In my view, there are no special or unusual features to justify the exercise of the Court’s discretion to order indemnity costs.
Moreover, I do not accept the respondent’s submission that this was not a routine matter. It was a claim by two applicants (albeit by their insurer exercising its right of subrogation) for the sum of $14,000. Whilst I accept that the outcome of these proceedings might have had some effect upon the way in which the respondent chose to conduct its business in the future and the terms of the contracts of carriage into which it might enter with its passengers, I am not satisfied that much significance attaches to the proposition (even if true) that the case was run by an insurer as a test case on “important new national consumer legislation”. Whilst it may be the case that s.23(1) of the Australian Consumer Law might be engaged in respect of the types of clauses that were the subject of this litigation, it is also right to say, I think, that each case must necessarily be decided upon on its own facts and by reference to the particular contractual terms concerned.
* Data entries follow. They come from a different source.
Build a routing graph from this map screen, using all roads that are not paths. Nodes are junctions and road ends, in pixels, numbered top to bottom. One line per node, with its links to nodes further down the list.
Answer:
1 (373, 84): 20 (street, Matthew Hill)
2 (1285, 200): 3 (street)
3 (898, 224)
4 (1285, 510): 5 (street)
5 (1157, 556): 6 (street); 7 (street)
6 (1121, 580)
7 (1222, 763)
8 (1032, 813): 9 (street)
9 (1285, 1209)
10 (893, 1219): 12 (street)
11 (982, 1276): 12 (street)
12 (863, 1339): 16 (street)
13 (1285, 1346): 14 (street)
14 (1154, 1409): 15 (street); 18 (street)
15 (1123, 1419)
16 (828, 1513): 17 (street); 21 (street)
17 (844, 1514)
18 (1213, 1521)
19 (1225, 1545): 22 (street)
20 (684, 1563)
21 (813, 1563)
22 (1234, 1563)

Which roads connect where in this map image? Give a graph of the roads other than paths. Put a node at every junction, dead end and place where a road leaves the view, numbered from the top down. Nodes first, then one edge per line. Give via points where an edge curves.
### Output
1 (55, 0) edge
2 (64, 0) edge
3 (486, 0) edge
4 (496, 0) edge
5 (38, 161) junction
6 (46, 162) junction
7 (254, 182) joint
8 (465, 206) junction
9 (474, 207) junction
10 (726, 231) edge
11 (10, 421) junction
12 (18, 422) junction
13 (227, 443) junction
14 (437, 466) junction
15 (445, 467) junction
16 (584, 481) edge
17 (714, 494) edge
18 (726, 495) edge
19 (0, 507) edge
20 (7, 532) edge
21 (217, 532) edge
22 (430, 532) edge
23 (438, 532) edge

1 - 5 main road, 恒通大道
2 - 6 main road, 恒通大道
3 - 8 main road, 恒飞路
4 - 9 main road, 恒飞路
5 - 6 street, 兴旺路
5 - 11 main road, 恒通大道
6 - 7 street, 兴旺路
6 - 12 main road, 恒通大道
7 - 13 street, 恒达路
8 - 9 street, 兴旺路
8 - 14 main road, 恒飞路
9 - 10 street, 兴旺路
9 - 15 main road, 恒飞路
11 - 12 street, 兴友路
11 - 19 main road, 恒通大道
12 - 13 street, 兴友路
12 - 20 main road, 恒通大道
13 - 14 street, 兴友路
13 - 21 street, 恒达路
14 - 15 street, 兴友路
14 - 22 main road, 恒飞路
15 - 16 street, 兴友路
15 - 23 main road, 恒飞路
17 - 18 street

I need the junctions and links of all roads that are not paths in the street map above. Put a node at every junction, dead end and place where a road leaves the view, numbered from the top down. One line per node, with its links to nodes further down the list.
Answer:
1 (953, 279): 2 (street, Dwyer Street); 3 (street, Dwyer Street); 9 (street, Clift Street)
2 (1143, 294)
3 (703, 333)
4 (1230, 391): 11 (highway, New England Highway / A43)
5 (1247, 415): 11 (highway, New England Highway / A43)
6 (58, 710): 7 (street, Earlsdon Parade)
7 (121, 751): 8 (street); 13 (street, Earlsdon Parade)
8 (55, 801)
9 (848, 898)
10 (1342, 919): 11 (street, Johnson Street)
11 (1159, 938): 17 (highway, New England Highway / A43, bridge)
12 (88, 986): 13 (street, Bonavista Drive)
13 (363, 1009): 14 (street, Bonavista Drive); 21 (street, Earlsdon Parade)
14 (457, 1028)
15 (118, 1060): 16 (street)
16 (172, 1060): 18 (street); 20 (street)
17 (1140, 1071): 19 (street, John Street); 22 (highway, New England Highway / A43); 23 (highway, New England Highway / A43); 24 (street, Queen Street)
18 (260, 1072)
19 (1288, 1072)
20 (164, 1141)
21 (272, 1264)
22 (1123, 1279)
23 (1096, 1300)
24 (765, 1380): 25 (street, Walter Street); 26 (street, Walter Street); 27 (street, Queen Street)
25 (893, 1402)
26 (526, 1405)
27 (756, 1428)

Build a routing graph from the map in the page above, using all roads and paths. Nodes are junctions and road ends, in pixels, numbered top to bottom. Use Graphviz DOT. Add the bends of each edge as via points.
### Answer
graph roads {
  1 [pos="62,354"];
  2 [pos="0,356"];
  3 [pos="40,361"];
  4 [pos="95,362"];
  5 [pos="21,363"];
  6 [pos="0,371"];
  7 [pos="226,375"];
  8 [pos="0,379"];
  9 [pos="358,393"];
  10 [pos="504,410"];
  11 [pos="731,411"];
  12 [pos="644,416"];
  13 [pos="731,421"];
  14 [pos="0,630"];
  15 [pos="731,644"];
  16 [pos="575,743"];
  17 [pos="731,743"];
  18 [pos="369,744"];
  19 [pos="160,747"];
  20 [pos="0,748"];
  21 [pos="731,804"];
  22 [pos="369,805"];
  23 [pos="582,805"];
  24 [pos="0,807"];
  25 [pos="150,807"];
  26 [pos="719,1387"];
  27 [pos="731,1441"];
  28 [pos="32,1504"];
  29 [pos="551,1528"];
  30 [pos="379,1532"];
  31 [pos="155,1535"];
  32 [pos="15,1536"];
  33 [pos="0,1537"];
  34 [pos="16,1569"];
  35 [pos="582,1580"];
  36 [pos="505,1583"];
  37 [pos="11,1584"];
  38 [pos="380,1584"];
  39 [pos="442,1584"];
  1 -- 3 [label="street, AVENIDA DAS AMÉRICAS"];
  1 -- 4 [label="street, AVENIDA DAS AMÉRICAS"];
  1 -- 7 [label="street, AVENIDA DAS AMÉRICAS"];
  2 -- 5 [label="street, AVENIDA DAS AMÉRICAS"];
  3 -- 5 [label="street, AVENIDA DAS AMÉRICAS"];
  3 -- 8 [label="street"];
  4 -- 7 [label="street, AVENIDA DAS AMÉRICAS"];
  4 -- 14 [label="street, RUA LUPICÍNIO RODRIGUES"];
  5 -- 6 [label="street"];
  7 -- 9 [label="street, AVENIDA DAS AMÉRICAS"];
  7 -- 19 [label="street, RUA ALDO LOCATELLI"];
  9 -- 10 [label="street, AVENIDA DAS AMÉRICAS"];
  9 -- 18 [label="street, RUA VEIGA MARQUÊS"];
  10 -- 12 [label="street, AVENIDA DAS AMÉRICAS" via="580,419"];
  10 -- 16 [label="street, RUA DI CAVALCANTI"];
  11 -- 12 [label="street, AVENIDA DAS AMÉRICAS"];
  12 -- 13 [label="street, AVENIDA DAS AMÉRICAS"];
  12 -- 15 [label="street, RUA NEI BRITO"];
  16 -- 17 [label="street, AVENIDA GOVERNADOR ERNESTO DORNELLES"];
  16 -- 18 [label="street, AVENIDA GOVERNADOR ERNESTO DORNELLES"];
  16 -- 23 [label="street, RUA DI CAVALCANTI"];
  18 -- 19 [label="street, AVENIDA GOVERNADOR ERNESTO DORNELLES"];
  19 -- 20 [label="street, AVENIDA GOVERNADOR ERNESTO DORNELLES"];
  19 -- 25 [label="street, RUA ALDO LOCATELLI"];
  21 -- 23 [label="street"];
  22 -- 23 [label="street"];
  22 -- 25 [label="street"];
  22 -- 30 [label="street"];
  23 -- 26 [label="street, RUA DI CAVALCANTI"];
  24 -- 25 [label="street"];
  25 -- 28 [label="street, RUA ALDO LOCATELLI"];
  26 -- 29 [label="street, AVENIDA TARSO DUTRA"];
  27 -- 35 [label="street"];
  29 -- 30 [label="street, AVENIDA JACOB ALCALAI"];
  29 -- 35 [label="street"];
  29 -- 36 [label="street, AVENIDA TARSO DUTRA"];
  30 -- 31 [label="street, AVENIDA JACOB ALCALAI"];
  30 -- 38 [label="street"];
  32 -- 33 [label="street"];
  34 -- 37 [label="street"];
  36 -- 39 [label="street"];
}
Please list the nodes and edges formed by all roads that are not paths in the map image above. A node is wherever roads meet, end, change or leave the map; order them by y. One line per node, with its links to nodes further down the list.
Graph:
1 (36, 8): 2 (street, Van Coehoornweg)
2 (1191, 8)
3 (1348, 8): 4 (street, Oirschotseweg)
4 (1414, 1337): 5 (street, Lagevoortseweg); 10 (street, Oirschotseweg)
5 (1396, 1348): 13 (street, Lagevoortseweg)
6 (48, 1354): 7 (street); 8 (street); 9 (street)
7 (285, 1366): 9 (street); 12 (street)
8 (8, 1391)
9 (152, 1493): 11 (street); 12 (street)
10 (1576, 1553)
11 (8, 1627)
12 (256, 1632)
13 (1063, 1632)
That the respondent has incurred costs substantially in excess of the amounts provided for in Schedule 1 of the Federal Circuit Court Rules is not of itself a basis for seeking actual costs: Hinchcliffe v University of Sydney (No 2) [2004] FMCA 640 at [11].
In my view, no good reason has been shown to depart from the scale of costs set out in Schedule 1 of the Federal Circuit Court Rules. I decline to make a gross sum costs order calculated on any basis other than that set out in Schedule 1.
Adopting, where necessary, the items (although not necessarily the amount claimed) set out in exhibit 9 to the affidavit of Simon Tolhurst filed on 5 February, 2014 I assess the costs according to the Federal Circuit Court scale at:
Item
Description
Amount (including GST)
Item 2
Opposing an application which includes interim orders (other than procedural orders) up to the completion of the first court date
$2,663.00
Item 13
Daily hearing fee – short mention
$271.00
Item 12
Advocacy loading
$135.50
Item 13
Daily hearing fee – short mention
$271.00
Item 12
Advocacy loading – short mention
$135.50
Item 13
Daily hearing fee – half day
$997.00
Item 12
Advocacy loading – half day
$498.50
Item 13
Daily hearing fee – short mention
$271.00
Item 12
Advocacy loading – short mention
$135.50
Item 5
Dispute resolution litigation intervention
$2,793.00
Item 14
Disbursements – mediator’s costs
$1,100.00
Item 14
Disbursements – photocopying
$26.00
Item 14
Disbursements – expert evidence costs
$2,200.00
Item 14
Disbursements – filing fee - subpeona
$120.00
Item 15
Disbursements – photocopying (junior counsel’s brief)
$35.19
Item 15
Disbursements – photocopying (junior counsel’s brief)
$627.90
Item 15
Disbursements – photocopying (senior counsel’s brief)
$627.90
Total
$13,576.99
The respondent has secured orders to which the applicants were prepared to agree. It has otherwise failed on the application. It should not have its costs of this application. The applicant’s seek no orders as to costs. I make no orders about the costs of this costs application.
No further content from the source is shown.